What to produce:
The expected copy holds every entry exactly and none of the pictures.
═════ The records
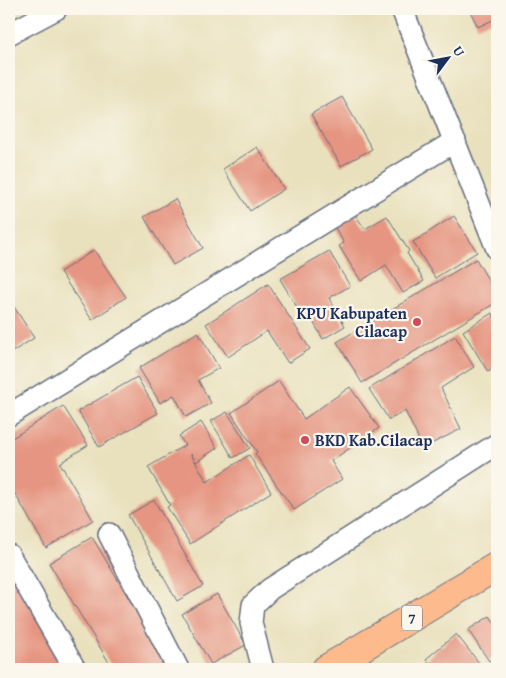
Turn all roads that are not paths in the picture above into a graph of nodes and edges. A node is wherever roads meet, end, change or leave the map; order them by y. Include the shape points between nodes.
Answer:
1 (56, 9) edge
2 (402, 9) edge
3 (9, 34) edge
4 (455, 142) junction
5 (497, 249) edge
6 (9, 415) edge
7 (497, 444) edge
8 (109, 534) dead end
9 (9, 555) edge
10 (497, 566) edge
11 (357, 662) edge
12 (75, 669) edge
13 (178, 669) edge
14 (263, 669) edge
15 (326, 669) edge

1 - 3 street
2 - 4 street
4 - 5 street
4 - 6 street
7 - 14 street via 270,589 253,605 251,623
8 - 13 street
9 - 12 street
10 - 11 highway, 7
11 - 15 highway, 7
══════════
Solution below:
Turn all roads that are not paths in the picture above into a graph of nodes and edges. A node is wherever roads meet, end, change or leave the map; order them by y. Include the shape points between nodes.
Answer:
1 (56, 9) edge
2 (402, 9) edge
3 (9, 34) edge
4 (455, 142) junction
5 (497, 249) edge
6 (9, 415) edge
7 (497, 444) edge
8 (109, 534) dead end
9 (9, 555) edge
10 (497, 566) edge
11 (357, 662) edge
12 (75, 669) edge
13 (178, 669) edge
14 (263, 669) edge
15 (326, 669) edge

1 - 3 street
2 - 4 street
4 - 5 street
4 - 6 street
7 - 14 street via 270,589 253,605 251,623
8 - 13 street
9 - 12 street
10 - 11 highway, 7
11 - 15 highway, 7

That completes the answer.